After I can take no more, I point out that no one noticed the music was played by instruments perfectly in tune with one another. The response to this varies (amusement, apathy, contempt) and someone will usually tell me, quite correctly, that they did not know what they were supposed to be listening out for. They will, however, unanimously accept that had the instruments been out of tune they would have noticed, even in musical medium as unfamiliar as this.

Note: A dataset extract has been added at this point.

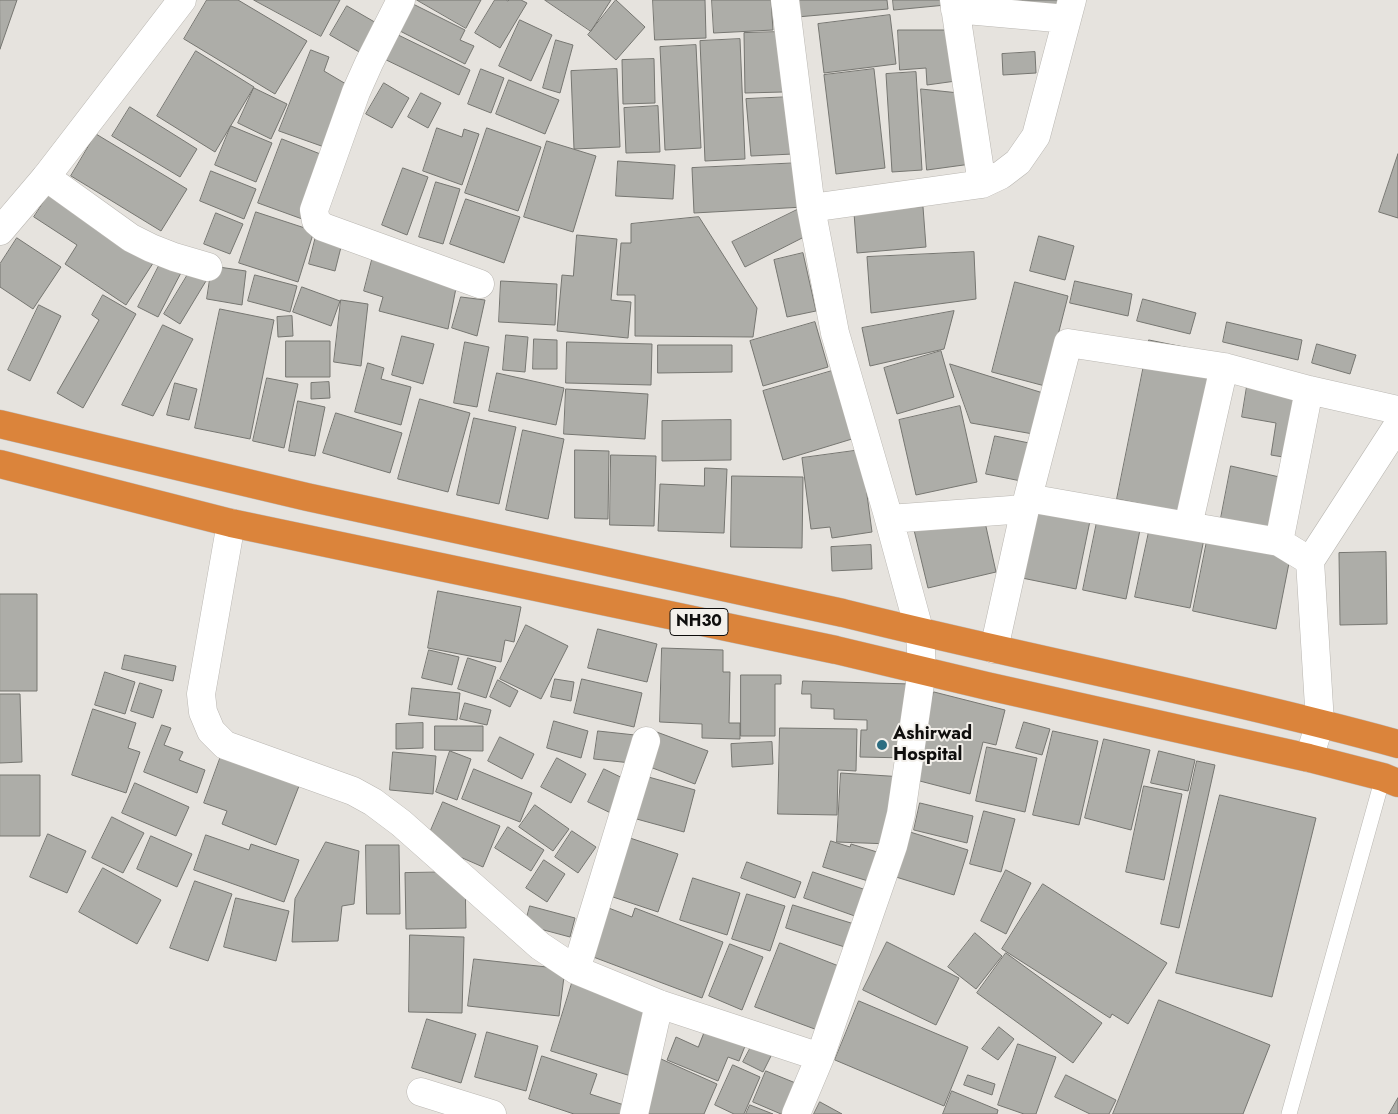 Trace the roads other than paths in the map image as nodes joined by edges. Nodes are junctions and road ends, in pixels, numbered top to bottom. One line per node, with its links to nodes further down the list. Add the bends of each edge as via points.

What I am illustrating to them is a key feature of communication, applicable to the written word as to music: good communication (correct spelling, correct grammar and appropriate style) goes unnoticed, poor communication does not. The rules of spelling, grammar and style are maintained, not primarily for historical or abstract academic reasons but so that the message gets through whilst the means of transmission is undetected. Communication in the biosciences, as in every other subject, has its own additional conventions of usage and style: part of the scientific training they are about to embark on will be concerned with getting them to write and speak in a manner, or manners, appropriate to their chosen discipline.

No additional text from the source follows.